Try it: All entries should be printed precisely as written.

*-*-*

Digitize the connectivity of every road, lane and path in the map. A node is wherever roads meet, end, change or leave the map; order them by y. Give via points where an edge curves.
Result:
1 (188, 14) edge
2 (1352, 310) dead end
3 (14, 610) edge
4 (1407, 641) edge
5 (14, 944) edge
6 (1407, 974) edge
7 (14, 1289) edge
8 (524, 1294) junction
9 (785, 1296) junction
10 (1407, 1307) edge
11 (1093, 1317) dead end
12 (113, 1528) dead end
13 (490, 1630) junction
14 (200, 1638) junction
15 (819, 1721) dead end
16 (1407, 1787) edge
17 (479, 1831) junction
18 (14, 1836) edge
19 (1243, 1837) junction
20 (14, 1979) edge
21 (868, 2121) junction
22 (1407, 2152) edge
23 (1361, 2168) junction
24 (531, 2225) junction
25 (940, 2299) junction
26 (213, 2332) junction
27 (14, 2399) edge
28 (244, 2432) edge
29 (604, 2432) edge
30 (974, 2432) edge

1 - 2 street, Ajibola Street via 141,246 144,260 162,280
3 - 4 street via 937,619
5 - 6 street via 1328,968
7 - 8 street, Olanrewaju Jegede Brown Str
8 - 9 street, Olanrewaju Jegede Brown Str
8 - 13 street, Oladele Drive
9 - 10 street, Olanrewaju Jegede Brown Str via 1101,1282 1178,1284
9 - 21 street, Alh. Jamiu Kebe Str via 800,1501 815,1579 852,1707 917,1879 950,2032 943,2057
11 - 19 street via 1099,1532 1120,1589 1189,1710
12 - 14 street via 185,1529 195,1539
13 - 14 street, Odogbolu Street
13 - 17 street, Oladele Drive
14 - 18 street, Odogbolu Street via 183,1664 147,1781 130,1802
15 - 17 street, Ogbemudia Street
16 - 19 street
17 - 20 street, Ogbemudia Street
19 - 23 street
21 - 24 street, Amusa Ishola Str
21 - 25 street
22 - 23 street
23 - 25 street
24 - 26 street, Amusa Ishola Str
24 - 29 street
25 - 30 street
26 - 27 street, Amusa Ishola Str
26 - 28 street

*-*-*

Response below:
Digitize the connectivity of every road, lane and path in the map. A node is wherever roads meet, end, change or leave the map; order them by y. Give via points where an edge curves.
Result:
1 (188, 14) edge
2 (1352, 310) dead end
3 (14, 610) edge
4 (1407, 641) edge
5 (14, 944) edge
6 (1407, 974) edge
7 (14, 1289) edge
8 (524, 1294) junction
9 (785, 1296) junction
10 (1407, 1307) edge
11 (1093, 1317) dead end
12 (113, 1528) dead end
13 (490, 1630) junction
14 (200, 1638) junction
15 (819, 1721) dead end
16 (1407, 1787) edge
17 (479, 1831) junction
18 (14, 1836) edge
19 (1243, 1837) junction
20 (14, 1979) edge
21 (868, 2121) junction
22 (1407, 2152) edge
23 (1361, 2168) junction
24 (531, 2225) junction
25 (940, 2299) junction
26 (213, 2332) junction
27 (14, 2399) edge
28 (244, 2432) edge
29 (604, 2432) edge
30 (974, 2432) edge

1 - 2 street, Ajibola Street via 141,246 144,260 162,280
3 - 4 street via 937,619
5 - 6 street via 1328,968
7 - 8 street, Olanrewaju Jegede Brown Str
8 - 9 street, Olanrewaju Jegede Brown Str
8 - 13 street, Oladele Drive
9 - 10 street, Olanrewaju Jegede Brown Str via 1101,1282 1178,1284
9 - 21 street, Alh. Jamiu Kebe Str via 800,1501 815,1579 852,1707 917,1879 950,2032 943,2057
11 - 19 street via 1099,1532 1120,1589 1189,1710
12 - 14 street via 185,1529 195,1539
13 - 14 street, Odogbolu Street
13 - 17 street, Oladele Drive
14 - 18 street, Odogbolu Street via 183,1664 147,1781 130,1802
15 - 17 street, Ogbemudia Street
16 - 19 street
17 - 20 street, Ogbemudia Street
19 - 23 street
21 - 24 street, Amusa Ishola Str
21 - 25 street
22 - 23 street
23 - 25 street
24 - 26 street, Amusa Ishola Str
24 - 29 street
25 - 30 street
26 - 27 street, Amusa Ishola Str
26 - 28 street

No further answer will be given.